La famiglia ha un ruolo determinante nel rapporto con il terapista. Se il malato è autosufficiente e può recarsi alle sedute da solo, generalmente non esistono gravi problemi, tuttavia il logopedista sensibilizzerà i familiari, attraverso colloqui a svolgere una azione discreta ma costante, fino ad ottenere la loro collaborazione che, peraltro, non richiede, di solito, gravi sacrifici. Quando però l'adulto è leso motoriamente, il logopedista urta spesso, nel suo lavoro, con coniugi, madri, ecc., che non sempre accettano la "nuova situazione" e non vogliono sottoporsi a sacrifici per aiutare il malato. Dovere del terapista è di incoraggiare i parenti, di stimolarli a collaborare, ma soprattutto deve essere chiaro sulle prospettive del recupero. Fare accettare un coniuge compromesso per tutta la vita, nonostante l'opera di recupero, è un compito assai gravoso. Molti di questi malati infatti migliorano sensibilmente, ma non possono tornare "quelli di prima". Da ciò scaturiscono reazioni dannose al buon esito rieducativo: il coniuge, a volte, assume atteggiamenti di rifiuto, che si manifestano in vari modi; il logopedista può diventare la vittima della situazione ed essere trattato duramente, accusato di incapacità, di schiavizzare il malato, di sfruttare la situazione a scopo di guadagno; oppure il malato stesso ne fa le spese, subendo indifferenza, angherie, intolleranza alle quotidiane oggettive difficoltà che da solo, spesso, non può superare.

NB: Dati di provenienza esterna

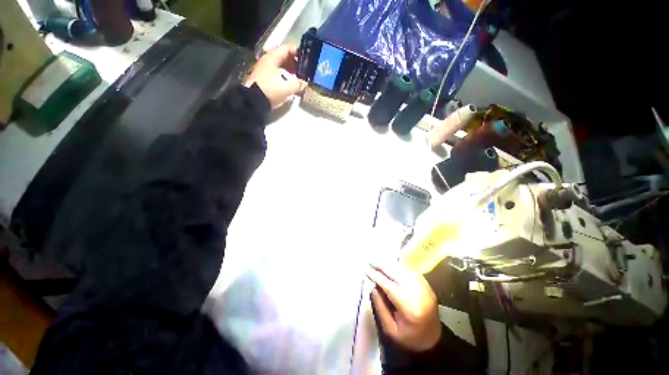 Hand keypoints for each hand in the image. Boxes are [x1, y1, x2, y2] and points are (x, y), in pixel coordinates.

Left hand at [244, 44, 306, 108]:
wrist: (252, 101)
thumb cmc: (270, 91)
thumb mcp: (287, 89)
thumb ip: (297, 84)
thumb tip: (304, 82)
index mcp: (272, 58)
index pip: (286, 48)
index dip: (297, 50)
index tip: (305, 56)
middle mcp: (266, 59)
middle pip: (281, 54)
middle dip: (293, 60)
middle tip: (302, 67)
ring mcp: (262, 67)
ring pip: (277, 62)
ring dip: (287, 67)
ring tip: (296, 75)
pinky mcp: (261, 76)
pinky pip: (274, 69)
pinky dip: (282, 72)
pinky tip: (287, 80)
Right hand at [366, 262, 441, 351]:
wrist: (434, 339)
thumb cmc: (410, 337)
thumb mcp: (391, 330)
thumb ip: (381, 308)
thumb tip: (373, 288)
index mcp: (410, 308)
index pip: (390, 286)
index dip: (377, 277)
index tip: (367, 270)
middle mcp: (419, 294)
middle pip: (397, 273)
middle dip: (383, 266)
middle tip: (371, 262)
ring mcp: (425, 287)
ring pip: (404, 270)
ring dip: (390, 264)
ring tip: (378, 262)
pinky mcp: (427, 285)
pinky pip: (410, 270)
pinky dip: (398, 266)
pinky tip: (390, 265) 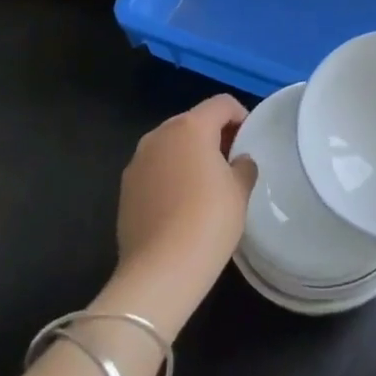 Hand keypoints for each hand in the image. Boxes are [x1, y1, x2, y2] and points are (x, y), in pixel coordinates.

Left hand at [110, 96, 256, 335]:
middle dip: (214, 135)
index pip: (221, 104)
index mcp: (190, 127)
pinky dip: (171, 175)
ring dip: (190, 155)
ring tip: (208, 185)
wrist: (160, 271)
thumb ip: (244, 166)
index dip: (241, 116)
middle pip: (193, 121)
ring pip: (171, 145)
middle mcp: (159, 136)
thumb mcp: (240, 190)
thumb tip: (238, 161)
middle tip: (232, 162)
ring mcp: (137, 162)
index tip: (250, 141)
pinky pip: (155, 169)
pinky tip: (183, 204)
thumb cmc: (209, 221)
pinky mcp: (125, 189) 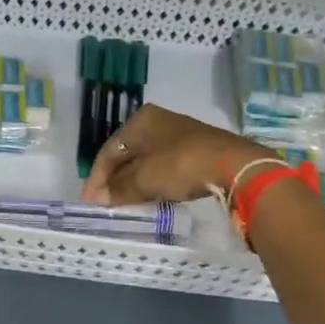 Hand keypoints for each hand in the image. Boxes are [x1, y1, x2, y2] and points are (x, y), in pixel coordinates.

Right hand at [82, 104, 273, 205]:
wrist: (234, 166)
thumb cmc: (181, 165)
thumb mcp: (145, 179)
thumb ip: (120, 189)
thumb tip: (101, 199)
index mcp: (141, 120)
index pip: (109, 150)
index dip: (97, 177)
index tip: (90, 202)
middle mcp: (158, 122)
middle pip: (128, 154)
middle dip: (115, 179)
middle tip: (106, 203)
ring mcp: (179, 135)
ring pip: (147, 161)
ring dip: (134, 182)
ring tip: (125, 203)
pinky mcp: (196, 150)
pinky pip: (165, 167)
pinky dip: (154, 182)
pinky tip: (151, 196) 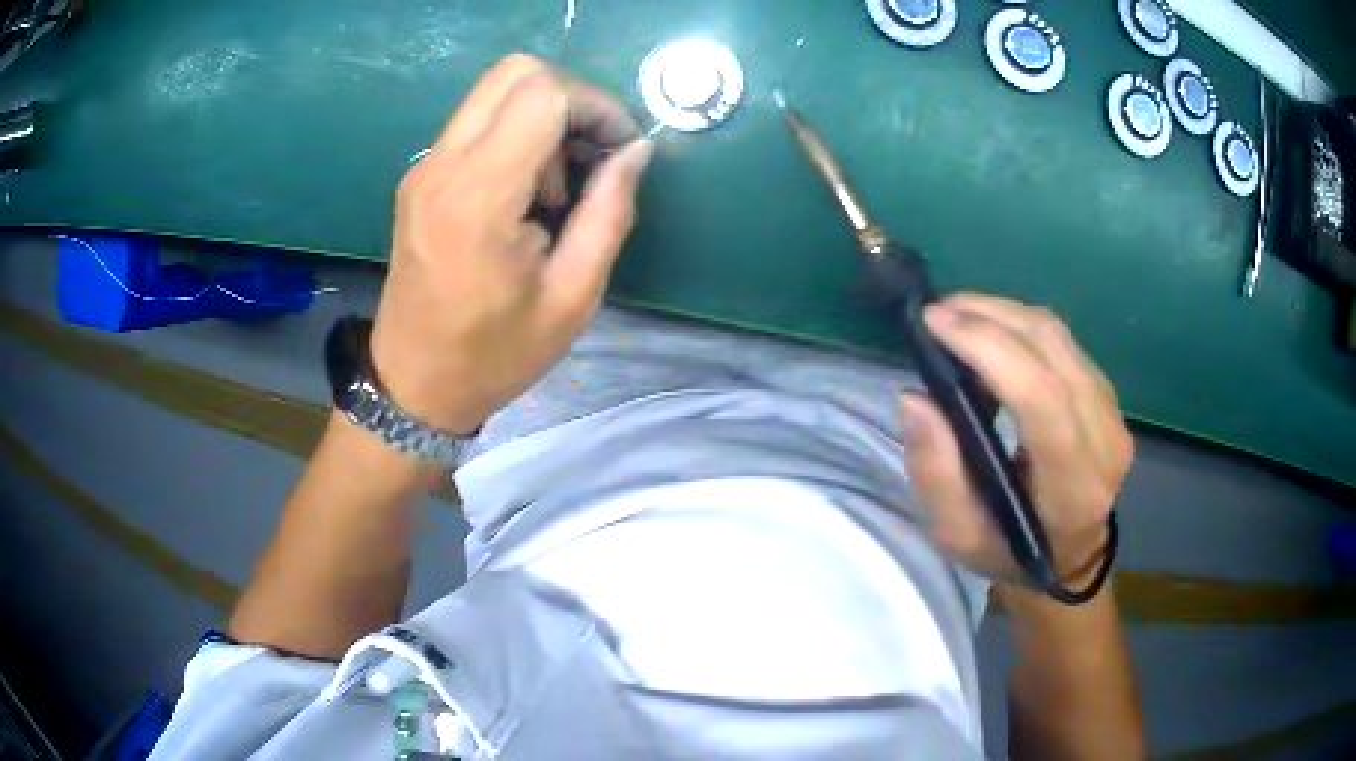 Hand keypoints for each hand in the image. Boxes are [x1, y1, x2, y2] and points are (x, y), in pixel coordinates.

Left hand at [370, 55, 653, 433]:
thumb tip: (636, 151)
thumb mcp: (572, 297)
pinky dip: (516, 133)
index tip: (621, 151)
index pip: (545, 94)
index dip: (597, 108)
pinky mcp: (419, 176)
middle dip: (572, 99)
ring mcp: (424, 167)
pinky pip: (476, 121)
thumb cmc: (494, 355)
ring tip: (558, 185)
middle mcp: (443, 166)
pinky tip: (526, 191)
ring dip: (543, 116)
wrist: (413, 385)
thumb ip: (610, 213)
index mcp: (479, 199)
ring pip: (496, 91)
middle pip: (517, 72)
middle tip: (592, 156)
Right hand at [899, 294, 1133, 583]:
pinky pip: (1064, 342)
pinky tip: (992, 334)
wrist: (1069, 556)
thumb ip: (936, 473)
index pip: (1041, 398)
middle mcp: (1105, 442)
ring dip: (1004, 313)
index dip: (990, 348)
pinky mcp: (1109, 396)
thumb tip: (915, 398)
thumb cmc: (1009, 551)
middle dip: (989, 317)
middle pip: (1052, 350)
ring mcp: (1113, 414)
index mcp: (1073, 488)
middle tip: (937, 313)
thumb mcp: (958, 536)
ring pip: (1059, 336)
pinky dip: (1022, 327)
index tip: (935, 323)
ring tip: (958, 316) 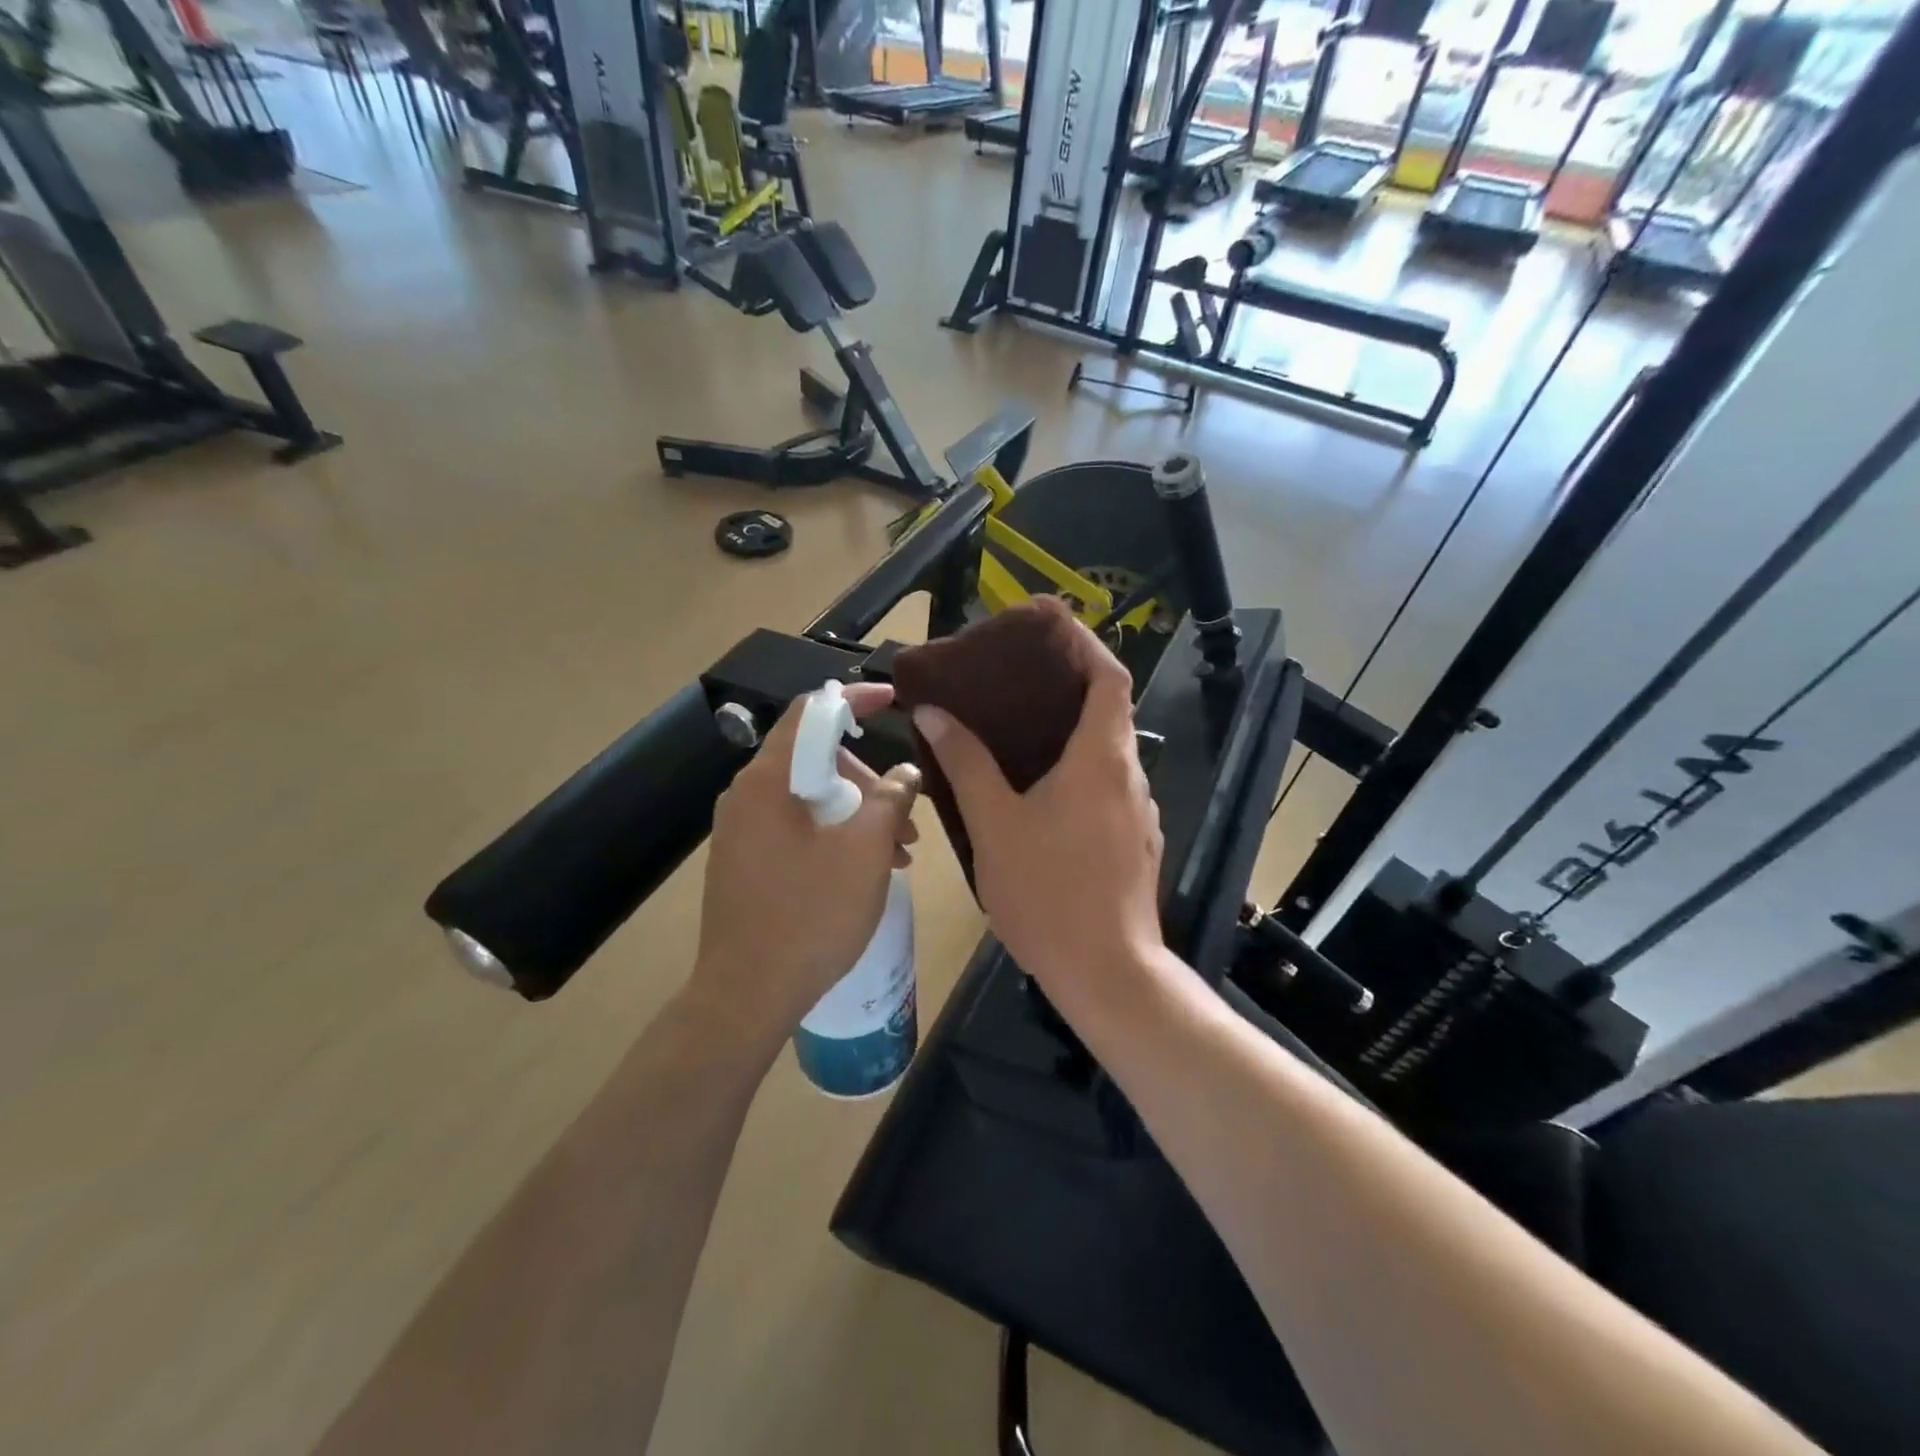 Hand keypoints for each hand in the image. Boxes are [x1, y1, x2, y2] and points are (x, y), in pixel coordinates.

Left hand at [687, 684, 920, 1057]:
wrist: (745, 996)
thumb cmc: (810, 916)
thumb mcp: (865, 852)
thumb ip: (891, 799)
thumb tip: (906, 773)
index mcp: (768, 781)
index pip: (811, 712)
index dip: (854, 697)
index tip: (894, 699)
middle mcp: (746, 796)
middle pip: (816, 760)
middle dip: (868, 780)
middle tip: (906, 817)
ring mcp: (742, 831)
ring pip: (811, 799)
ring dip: (858, 814)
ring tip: (900, 852)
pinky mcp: (746, 862)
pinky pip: (797, 828)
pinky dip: (835, 836)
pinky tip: (867, 870)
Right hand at [912, 621, 1162, 1014]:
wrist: (1106, 973)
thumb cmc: (1047, 892)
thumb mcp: (994, 825)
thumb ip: (966, 763)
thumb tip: (933, 712)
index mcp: (1100, 759)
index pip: (1109, 677)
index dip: (1085, 645)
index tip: (1051, 627)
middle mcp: (1130, 776)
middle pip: (1108, 711)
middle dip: (1067, 688)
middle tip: (1014, 681)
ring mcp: (1139, 812)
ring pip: (1106, 754)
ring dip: (1070, 734)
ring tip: (1016, 733)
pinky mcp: (1135, 842)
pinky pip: (1106, 788)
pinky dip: (1076, 772)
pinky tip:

La terapia prosegue invece in un clima di serenità e di fattiva collaborazione quando il rapporto tra i coniugi ed i familiari era solido ed impostato con equilibrio già prima della malattia.
Per quanto riguarda la patologia a base nevrotica quale è, ad esempio, quasi sempre, la balbuzie, quali sono, spesso, le afonie soprattutto femminili, o le voci in falsetto che colpiscono l'uomo il logopedista può ottenere spesso buoni risultati senza però, in effetti, rimuovere la causa perché ciò richiede l'intervento dello psicologo, per il quale il paziente va preparato nel tempo.